Os termos são delicados.
Pelo acordo, Israel mantém o direito de agir militarmente a qualquer momento,
em legítima defesa, contra ataques planejados ou em andamento. O Líbano, por
sua vez, se comprometeu a tomar medidas para impedir que o Hezbollah e outros
grupos armados realizem ataques contra alvos israelenses.

Netanyahu confirmou o
cessar-fogo em vídeo, mas deixou claro que as tropas israelenses permanecerão
em uma "zona de segurança ampliada" no sul do Líbano, próxima à
fronteira com a Síria. "É aqui que estamos.

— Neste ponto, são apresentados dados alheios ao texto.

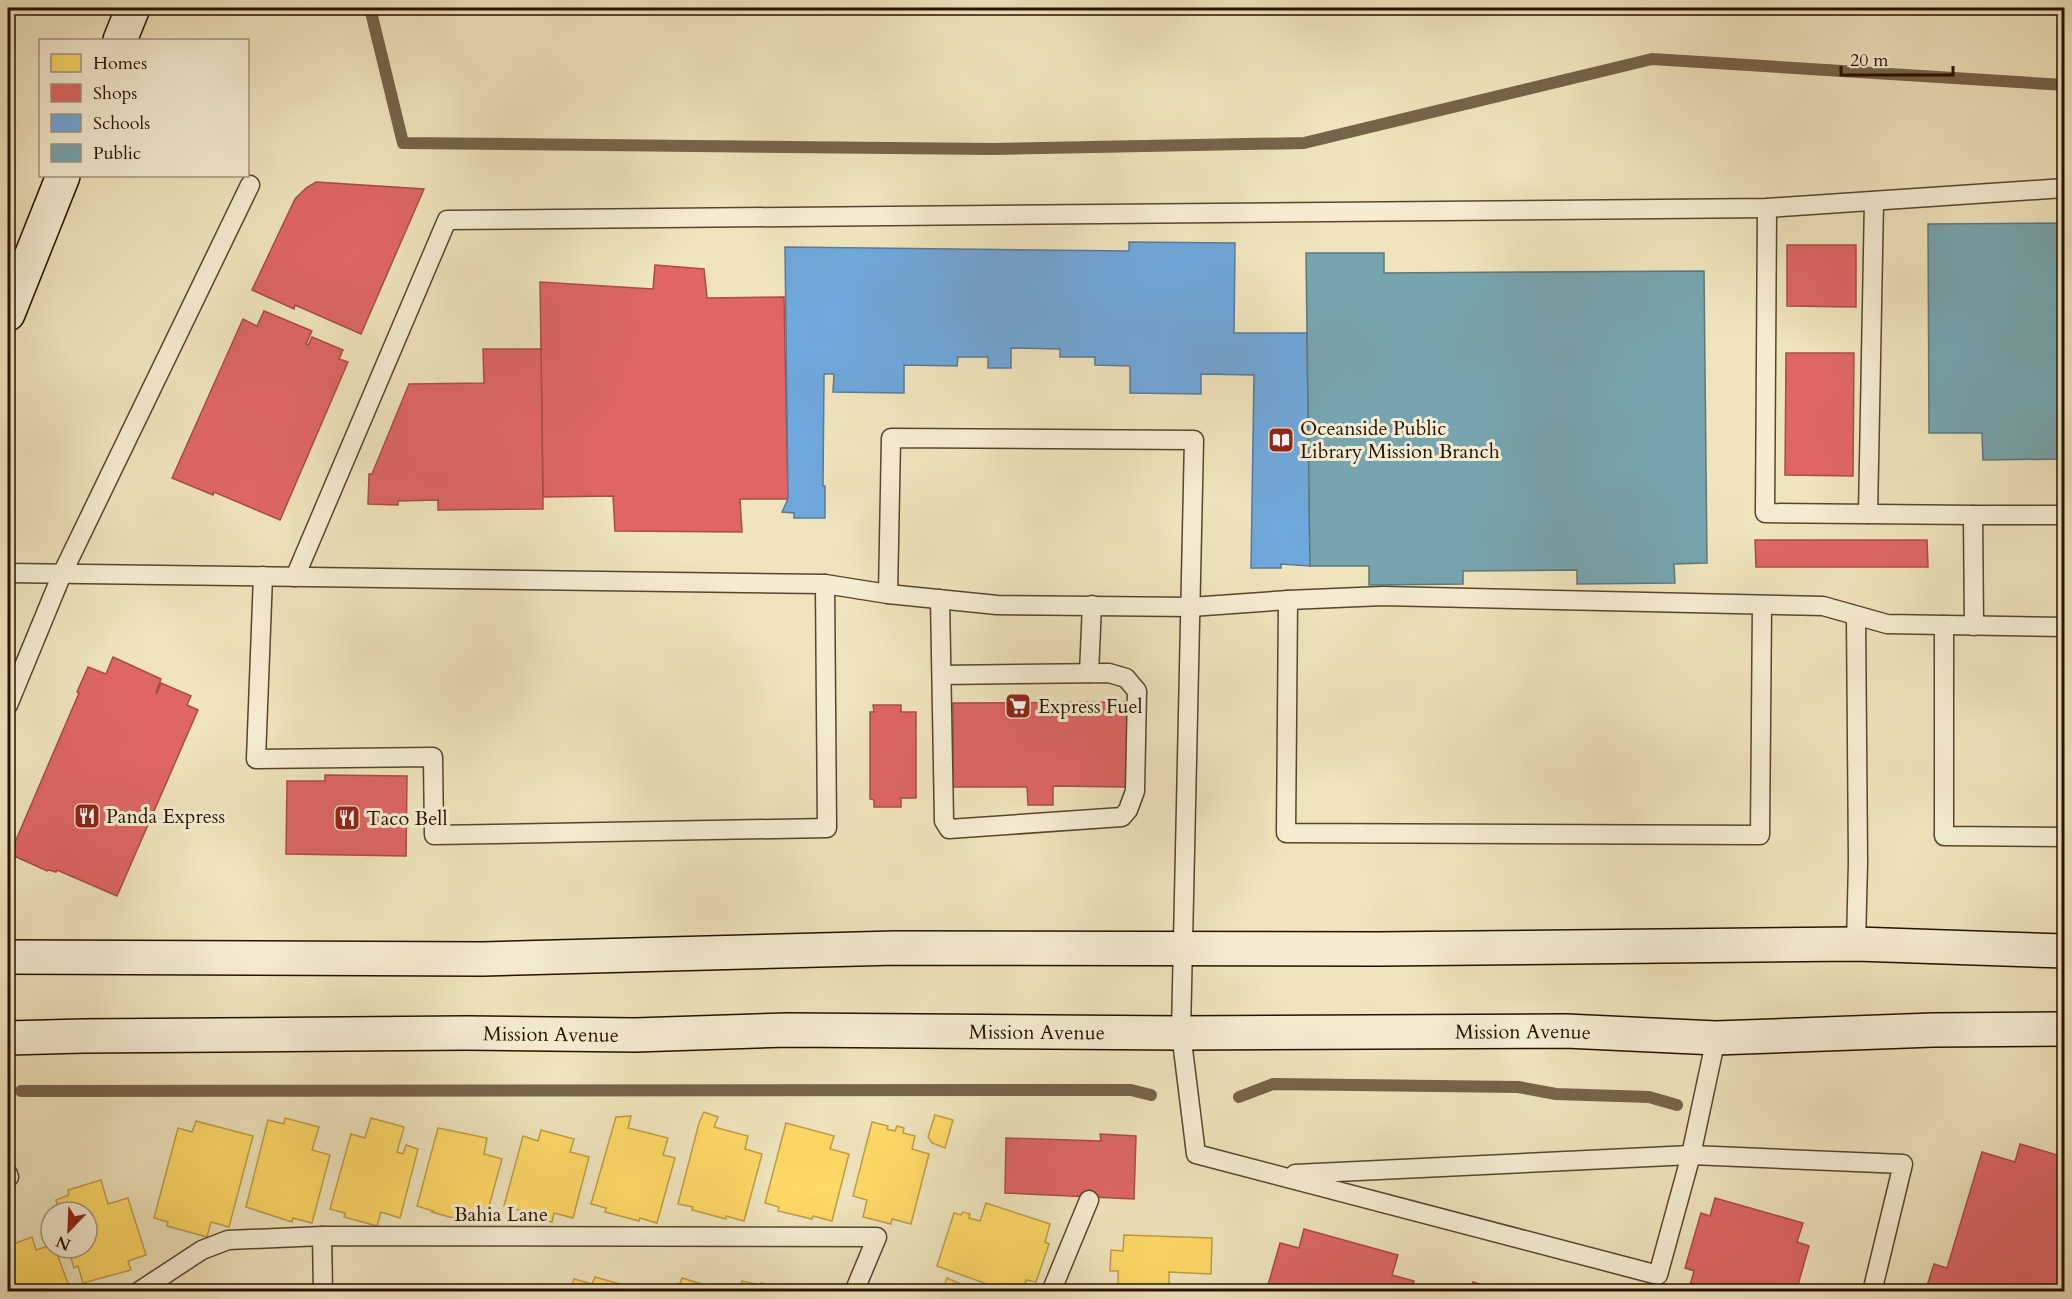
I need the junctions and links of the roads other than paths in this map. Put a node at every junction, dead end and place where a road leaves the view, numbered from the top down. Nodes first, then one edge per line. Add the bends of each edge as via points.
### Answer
1 (133, 8) edge
2 (120, 39) edge
3 (63, 177) edge
4 (250, 185) dead end
5 (2064, 188) edge
6 (1874, 201) junction
7 (1767, 208) junction
8 (8, 314) edge
9 (1868, 514) junction
10 (2064, 514) edge
11 (1973, 515) junction
12 (8, 573) edge
13 (62, 574) junction
14 (263, 576) junction
15 (295, 577) junction
16 (825, 584) junction
17 (888, 594) junction
18 (940, 599) junction
19 (1288, 600) junction
20 (1092, 605) junction
21 (1762, 606) junction
22 (1191, 608) junction
23 (1856, 616) junction
24 (1944, 625) junction
25 (1974, 626) junction
26 (2064, 627) edge
27 (1089, 673) junction
28 (942, 675) junction
29 (8, 705) edge
30 (2064, 837) edge
31 (1856, 944) junction
32 (1183, 948) junction
33 (2064, 951) edge
34 (8, 957) edge
35 (2064, 1029) edge
36 (1181, 1033) junction
37 (8, 1038) edge
38 (1716, 1038) junction
39 (1691, 1155) junction
40 (1277, 1175) junction
41 (1089, 1200) dead end
42 (322, 1236) junction
43 (1656, 1283) edge
44 (138, 1292) edge
45 (323, 1292) edge
46 (854, 1292) edge
47 (1051, 1292) edge
48 (1872, 1292) edge

1 - 2 main road
3 - 8 main road
4 - 13 lane
5 - 6 lane
6 - 7 lane
6 - 9 lane
7 - 9 lane via 1765,513
7 - 15 lane via 447,220
9 - 11 lane
10 - 11 lane
11 - 25 lane
12 - 13 lane
13 - 14 lane
13 - 29 lane
14 - 15 lane
14 - 16 lane via 256,759 433,757 434,835 827,828
15 - 16 lane
16 - 17 lane
17 - 18 lane
17 - 22 lane via 891,438 1194,440
18 - 20 lane via 997,605
18 - 28 lane
19 - 21 lane via 1383,596
19 - 21 lane via 1286,833 1760,835
19 - 22 lane
20 - 22 lane
20 - 27 lane
21 - 23 lane via 1822,606
22 - 32 lane
23 - 24 lane via 1887,624
23 - 31 lane
24 - 25 lane
24 - 30 lane via 1944,836
25 - 26 lane
27 - 28 lane
27 - 28 lane via 1126,678 1137,691 1135,791 1122,817 949,829 944,821
31 - 32 main road
31 - 33 main road
32 - 34 main road via 896,948 483,959
32 - 36 lane
35 - 38 main road, Mission Avenue
36 - 37 main road, Mission Avenue via 787,1030 636,1035
36 - 38 main road, Mission Avenue via 1566,1032
36 - 40 lane via 1196,1154
38 - 39 lane
39 - 40 lane
39 - 43 lane
39 - 48 lane via 1903,1164
40 - 43 lane
41 - 47 lane
42 - 44 lane, Bahia Lane via 228,1240 202,1250
42 - 45 lane
42 - 46 lane, Bahia Lane via 877,1237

Não vamos embora",
declarou.

O Hezbollah reagiu com
cautela. O grupo afirmou ter "o direito de resistir" à presença
israelense e exigiu que qualquer cessar-fogo seja abrangente e não permita
liberdade de movimento ao inimigo. O grupo reconheceu o anúncio, mas não
confirmou explicitamente sua adesão.

Analistas interpretam as
declarações contraditórias de Israel e Hezbollah como uma tentativa de ambos os
lados de demonstrar força antes de eventuais negociações.

Trump convidou Aoun e
Netanyahu para uma reunião conjunta na Casa Branca — os primeiros diálogos
significativos entre Israel e Líbano desde 1983. O acordo também prevê que os
EUA facilitem negociações diretas para a demarcação da fronteira terrestre entre
os dois países.























O cessar-fogo chega após
semanas de bombardeios israelenses contra o Hezbollah. Os ataques deixaram mais
de 2 mil mortos no Líbano e aumentaram as tensões nas negociações em curso.
Para Trump, a trégua também serve a um objetivo maior: os EUA trabalham em
paralelo por um possível acordo de paz com o Irã.